## The task:
An exact reproduction of the records is required, with all pictures omitted.

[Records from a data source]
-- -- --

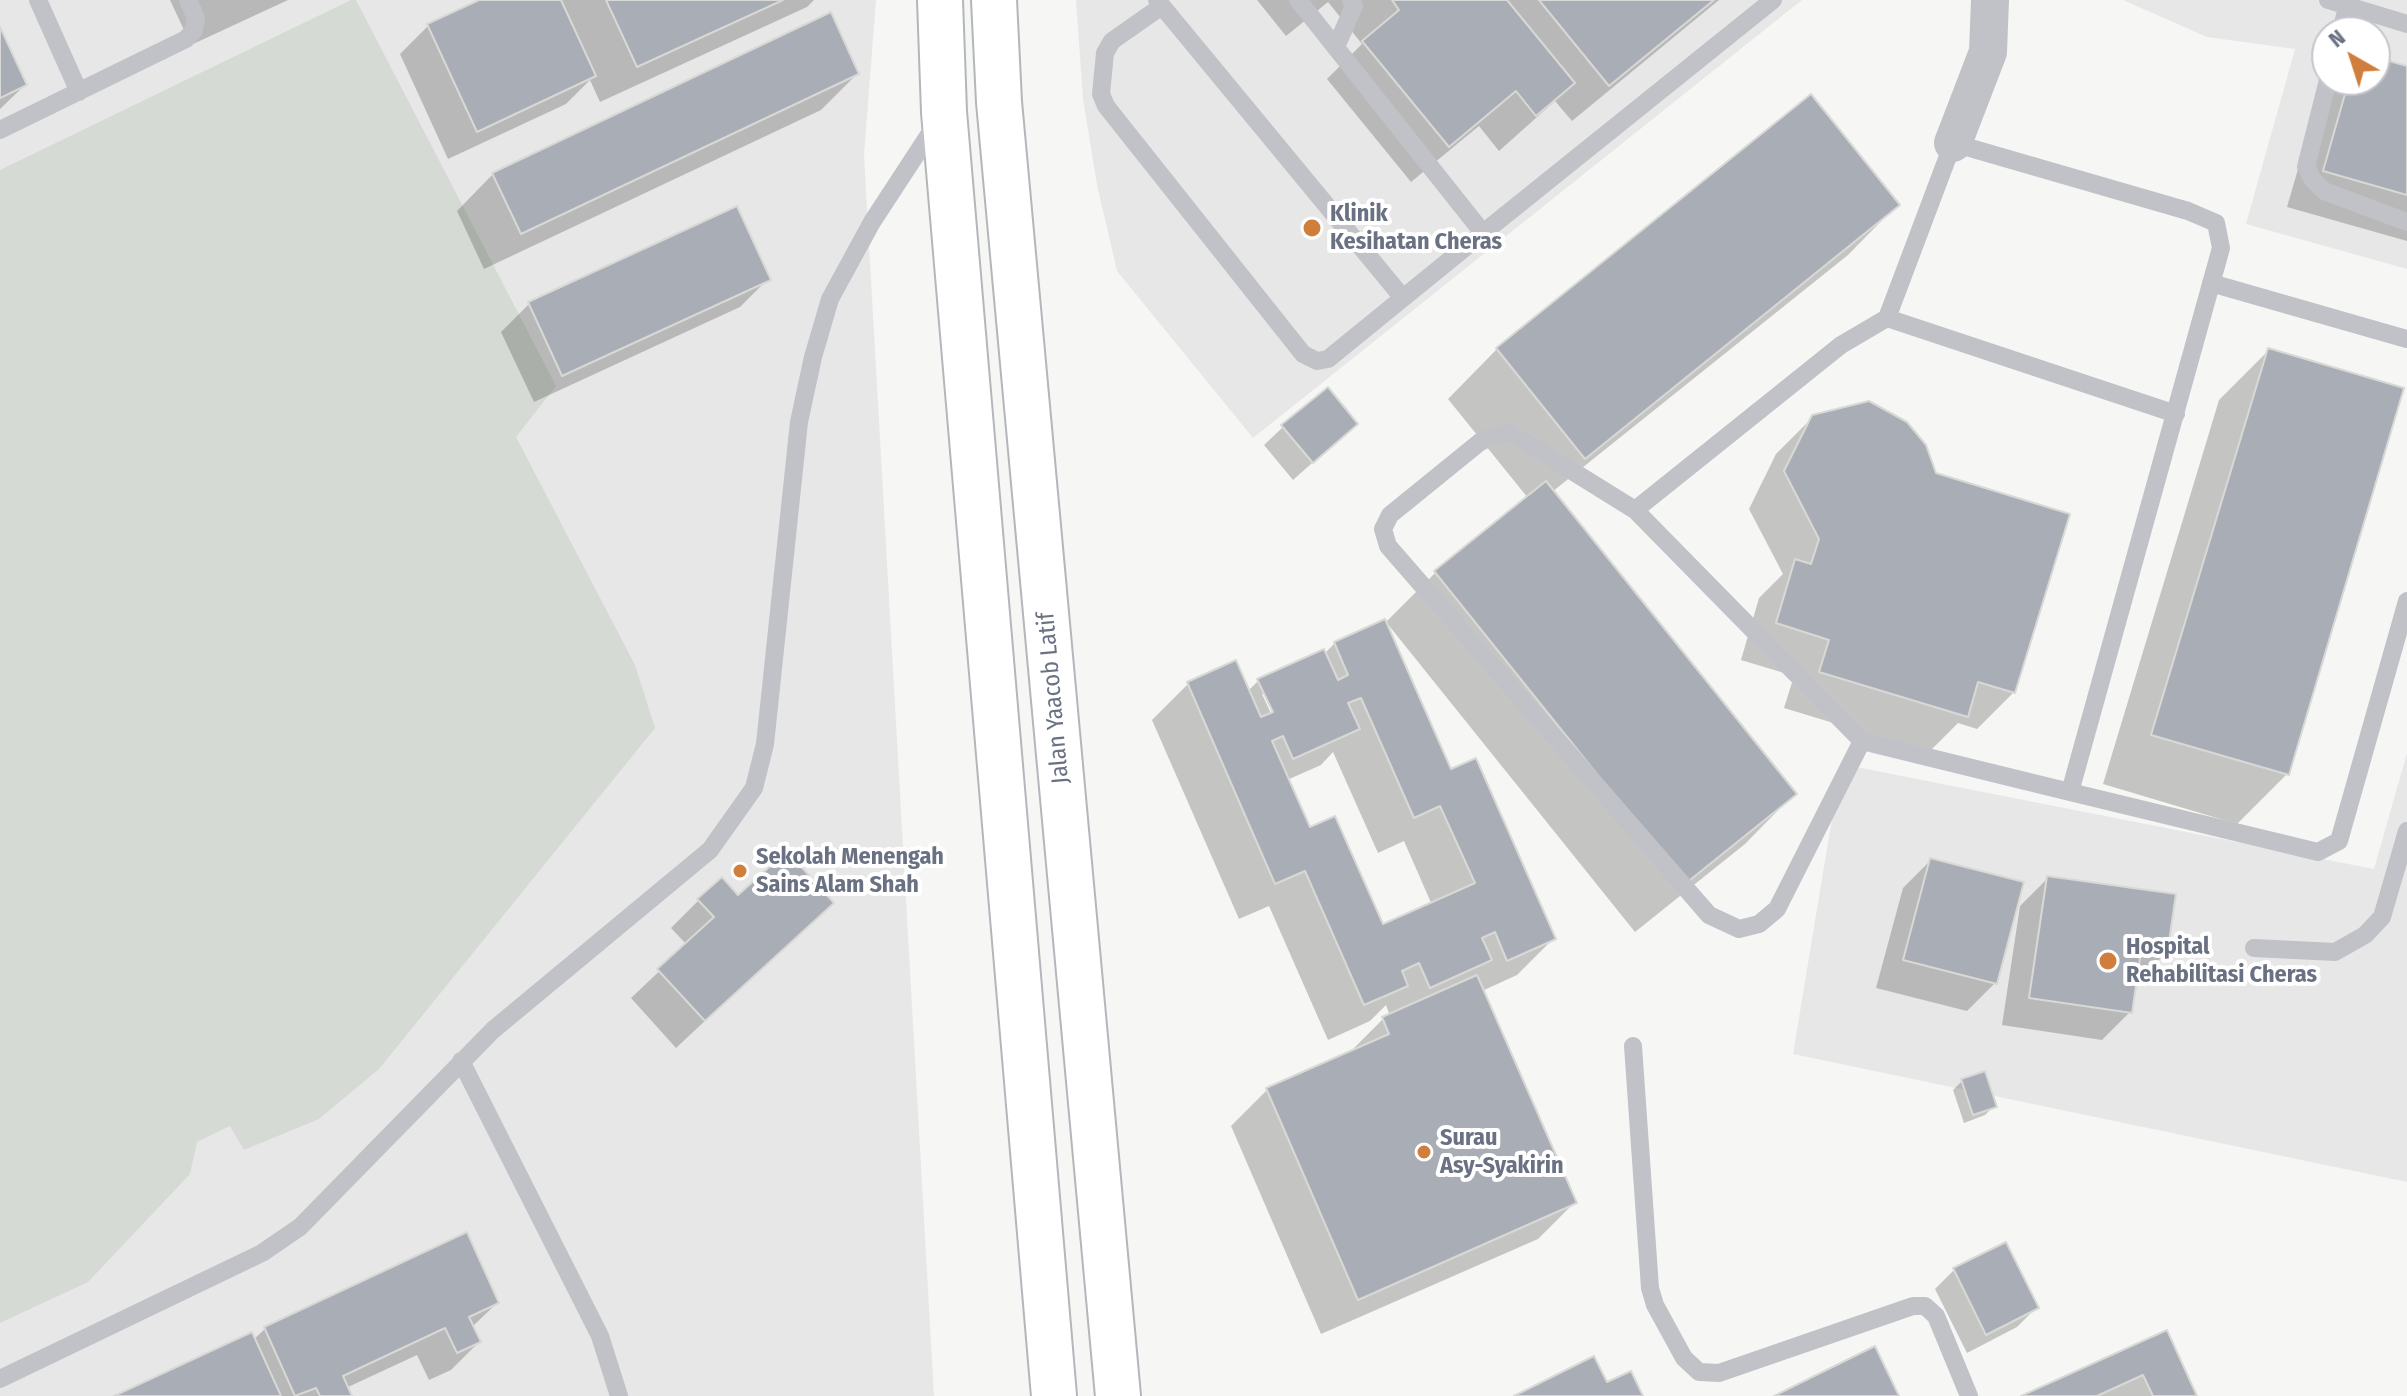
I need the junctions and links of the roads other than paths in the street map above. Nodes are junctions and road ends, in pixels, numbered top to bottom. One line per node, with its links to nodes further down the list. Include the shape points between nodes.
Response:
1 (38, 0): 15 (lane)
2 (188, 0): 15 (lane, via 196,18 186,39)
3 (940, 0): 17 (main road)
4 (994, 0): 38 (main road, Jalan Yaacob Latif, via 999,102)
5 (1298, 0): 14 (lane)
6 (1351, 0): 14 (lane, via 1354,6)
7 (1773, 0): 21 (lane)
8 (1990, 0): 19 (street, via 1988,52)
9 (2328, 0): 11 (lane)
10 (1160, 3): 23 (lane); 23 (lane, via 1112,41 1105,53 1101,94 1303,354 1317,361 1328,359)
11 (2347, 7): 12 (lane); 13 (lane)
12 (2345, 16)
13 (2407, 24)
14 (1336, 47): 21 (lane)
15 (79, 92): 18 (lane)
16 (2324, 96): 20 (lane, via 2306,167 2324,191)
17 (944, 112): 34 (lane, via 872,222 830,299 813,357 799,422 765,744 754,788 710,850); 37 (main road)
18 (0, 130)
19 (1953, 143): 22 (lane, via 2216,223 2221,248); 24 (lane)
20 (2407, 222)
21 (1483, 233): 23 (lane)
22 (2211, 283): 25 (lane); 26 (lane)
23 (1403, 298)
24 (1887, 318): 26 (lane); 27 (lane, via 1841,345)
25 (2407, 339)
26 (2176, 414): 30 (lane)
27 (1635, 510): 29 (lane); 29 (lane, via 1511,433 1497,434 1390,515 1383,529 1388,546 1709,915 1739,929 1759,924 1777,909)
28 (2407, 601): 30 (lane, via 2339,841 2318,852)
29 (1862, 741): 30 (lane)
30 (2070, 792)
31 (2407, 831): 32 (lane, via 2382,917 2365,935 2335,952)
32 (2254, 948)
33 (1633, 1046): 39 (lane, via 1650,1288 1684,1358 1699,1372 1719,1373 1925,1306 1936,1316)
34 (461, 1061): 35 (lane, via 300,1227 262,1253); 36 (lane, via 600,1336)
35 (0, 1379)
36 (619, 1396)
37 (1054, 1396)
38 (1118, 1396)
39 (1969, 1396)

-- -- --

## Solved exercise:
I need the junctions and links of the roads other than paths in the street map above. Nodes are junctions and road ends, in pixels, numbered top to bottom. One line per node, with its links to nodes further down the list. Include the shape points between nodes.
Response:
1 (38, 0): 15 (lane)
2 (188, 0): 15 (lane, via 196,18 186,39)
3 (940, 0): 17 (main road)
4 (994, 0): 38 (main road, Jalan Yaacob Latif, via 999,102)
5 (1298, 0): 14 (lane)
6 (1351, 0): 14 (lane, via 1354,6)
7 (1773, 0): 21 (lane)
8 (1990, 0): 19 (street, via 1988,52)
9 (2328, 0): 11 (lane)
10 (1160, 3): 23 (lane); 23 (lane, via 1112,41 1105,53 1101,94 1303,354 1317,361 1328,359)
11 (2347, 7): 12 (lane); 13 (lane)
12 (2345, 16)
13 (2407, 24)
14 (1336, 47): 21 (lane)
15 (79, 92): 18 (lane)
16 (2324, 96): 20 (lane, via 2306,167 2324,191)
17 (944, 112): 34 (lane, via 872,222 830,299 813,357 799,422 765,744 754,788 710,850); 37 (main road)
18 (0, 130)
19 (1953, 143): 22 (lane, via 2216,223 2221,248); 24 (lane)
20 (2407, 222)
21 (1483, 233): 23 (lane)
22 (2211, 283): 25 (lane); 26 (lane)
23 (1403, 298)
24 (1887, 318): 26 (lane); 27 (lane, via 1841,345)
25 (2407, 339)
26 (2176, 414): 30 (lane)
27 (1635, 510): 29 (lane); 29 (lane, via 1511,433 1497,434 1390,515 1383,529 1388,546 1709,915 1739,929 1759,924 1777,909)
28 (2407, 601): 30 (lane, via 2339,841 2318,852)
29 (1862, 741): 30 (lane)
30 (2070, 792)
31 (2407, 831): 32 (lane, via 2382,917 2365,935 2335,952)
32 (2254, 948)
33 (1633, 1046): 39 (lane, via 1650,1288 1684,1358 1699,1372 1719,1373 1925,1306 1936,1316)
34 (461, 1061): 35 (lane, via 300,1227 262,1253); 36 (lane, via 600,1336)
35 (0, 1379)
36 (619, 1396)
37 (1054, 1396)
38 (1118, 1396)
39 (1969, 1396)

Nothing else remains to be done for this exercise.